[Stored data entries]
====================

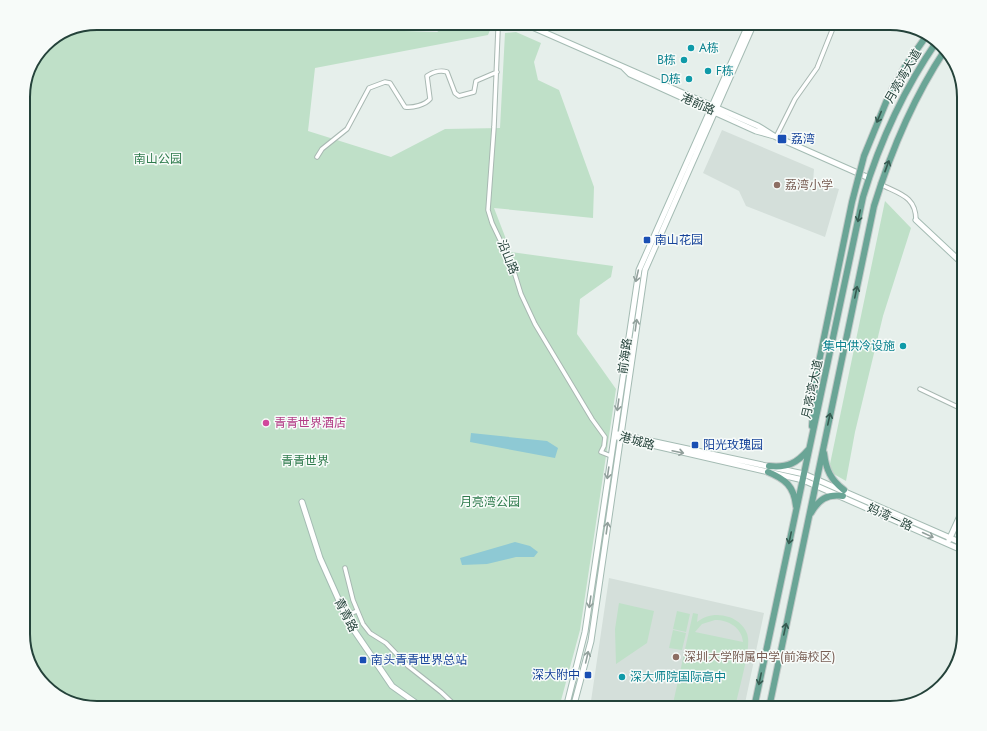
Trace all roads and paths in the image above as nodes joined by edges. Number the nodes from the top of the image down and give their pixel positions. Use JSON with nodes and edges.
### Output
{"nodes":[{"id":1,"x":498,"y":30,"type":"dead end"},
{"id":2,"x":539,"y":30,"type":"edge"},
{"id":3,"x":746,"y":30,"type":"edge"},
{"id":4,"x":751,"y":30,"type":"edge"},
{"id":5,"x":832,"y":30,"type":"edge"},
{"id":6,"x":924,"y":39,"type":"edge"},
{"id":7,"x":933,"y":46,"type":"edge"},
{"id":8,"x":942,"y":55,"type":"edge"},
{"id":9,"x":497,"y":72,"type":"junction"},
{"id":10,"x":713,"y":109,"type":"junction"},
{"id":11,"x":775,"y":136,"type":"junction"},
{"id":12,"x":316,"y":157,"type":"dead end"},
{"id":13,"x":869,"y":178,"type":"junction"},
{"id":14,"x":880,"y":184,"type":"junction"},
{"id":15,"x":916,"y":220,"type":"joint"},
{"id":16,"x":957,"y":258,"type":"edge"},
{"id":17,"x":920,"y":389,"type":"dead end"},
{"id":18,"x":957,"y":407,"type":"edge"},
{"id":19,"x":620,"y":433,"type":"junction"},
{"id":20,"x":614,"y":435,"type":"junction"},
{"id":21,"x":620,"y":439,"type":"junction"},
{"id":22,"x":812,"y":442,"type":"junction"},
{"id":23,"x":824,"y":443,"type":"junction"},
{"id":24,"x":611,"y":456,"type":"junction"},
{"id":25,"x":768,"y":469,"type":"junction"},
{"id":26,"x":803,"y":477,"type":"junction"},
{"id":27,"x":816,"y":481,"type":"junction"},
{"id":28,"x":843,"y":493,"type":"junction"},
{"id":29,"x":302,"y":502,"type":"dead end"},
{"id":30,"x":795,"y":515,"type":"junction"},
{"id":31,"x":808,"y":520,"type":"junction"},
{"id":32,"x":957,"y":522,"type":"edge"},
{"id":33,"x":950,"y":538,"type":"junction"},
{"id":34,"x":957,"y":541,"type":"edge"},
{"id":35,"x":947,"y":544,"type":"junction"},
{"id":36,"x":957,"y":548,"type":"edge"},
{"id":37,"x":344,"y":568,"type":"dead end"},
{"id":38,"x":357,"y":611,"type":"junction"},
{"id":39,"x":344,"y":616,"type":"junction"},
{"id":40,"x":413,"y":701,"type":"edge"},
{"id":41,"x":451,"y":701,"type":"edge"},
{"id":42,"x":568,"y":701,"type":"edge"},
{"id":43,"x":575,"y":701,"type":"edge"},
{"id":44,"x":755,"y":701,"type":"edge"},
{"id":45,"x":770,"y":701,"type":"edge"}],
"edges":[{"from":1,"to":9,"type":"street","name":"沿山路"},
{"from":2,"to":10,"type":"street","name":"港前路"},
{"from":3,"to":10,"type":"street","name":"前海路"},
{"from":4,"to":10,"type":"street","name":"前海路"},
{"from":5,"to":11,"type":"street"},
{"from":6,"to":22,"type":"main road","one_way":true,"bridge":true},
{"from":7,"to":13,"type":"main road","name":"月亮湾大道"},
{"from":14,"to":8,"type":"main road","name":"月亮湾大道","one_way":true},
{"from":9,"to":12,"type":"street"},
{"from":9,"to":24,"type":"street","name":"沿山路"},
{"from":10,"to":11,"type":"street","name":"港前路"},
{"from":19,"to":10,"type":"street","name":"前海路","one_way":true},
{"from":10,"to":20,"type":"street","name":"前海路","one_way":true},
{"from":11,"to":13,"type":"street","name":"港前路"},
{"from":13,"to":22,"type":"main road","name":"月亮湾大道","one_way":true},
{"from":14,"to":15,"type":"street"},
{"from":23,"to":14,"type":"main road","name":"月亮湾大道","one_way":true},
{"from":15,"to":16,"type":"street"},
{"from":17,"to":18,"type":"street"},
{"from":19,"to":20,"type":"street","name":"港城路"},
{"from":19,"to":21,"type":"street","name":"前海路"},
{"from":19,"to":25,"type":"street","name":"港城路"},
{"from":20,"to":21,"type":"street","name":"港城路"},
{"from":20,"to":24,"type":"street","name":"前海路"},
{"from":21,"to":25,"type":"street","name":"港城路","one_way":true},
{"from":43,"to":21,"type":"street","name":"前海路","one_way":true},
{"from":22,"to":25,"type":"main road"},
{"from":22,"to":26,"type":"main road","name":"月亮湾大道"},
{"from":23,"to":27,"type":"main road","name":"月亮湾大道"},
{"from":23,"to":28,"type":"main road"},
{"from":24,"to":42,"type":"street","name":"前海路","one_way":true},
{"from":25,"to":26,"type":"street","name":"港城路"},
{"from":25,"to":30,"type":"main road"},
{"from":26,"to":27,"type":"street","name":"港城路"},
{"from":26,"to":30,"type":"main road","name":"月亮湾大道"},
{"from":27,"to":28,"type":"street","name":"妈湾一路"},
{"from":27,"to":31,"type":"main road","name":"月亮湾大道"},
{"from":28,"to":31,"type":"main road"},
{"from":28,"to":33,"type":"street","name":"妈湾一路"},
{"from":28,"to":35,"type":"street","name":"妈湾一路","one_way":true},
{"from":29,"to":39,"type":"street","name":"青青路"},
{"from":30,"to":44,"type":"main road","name":"月亮湾大道","one_way":true},
{"from":45,"to":31,"type":"main road","name":"月亮湾大道","one_way":true},
{"from":32,"to":33,"type":"street"},
{"from":33,"to":34,"type":"street","name":"妈湾一路"},
{"from":33,"to":35,"type":"street"},
{"from":35,"to":36,"type":"street","name":"妈湾一路"},
{"from":37,"to":38,"type":"street"},
{"from":38,"to":39,"type":"street"},
{"from":38,"to":41,"type":"street"},
{"from":39,"to":40,"type":"street","name":"青青路"}]}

====================

Problem statement: Scan the entries and show every line in which the word "edges" is found.

Result for this exercise:
Trace all roads and paths in the image above as nodes joined by edges. Number the nodes from the top of the image down and give their pixel positions. Use JSON with nodes and edges.
"edges":[{"from":1,"to":9,"type":"street","name":"沿山路"},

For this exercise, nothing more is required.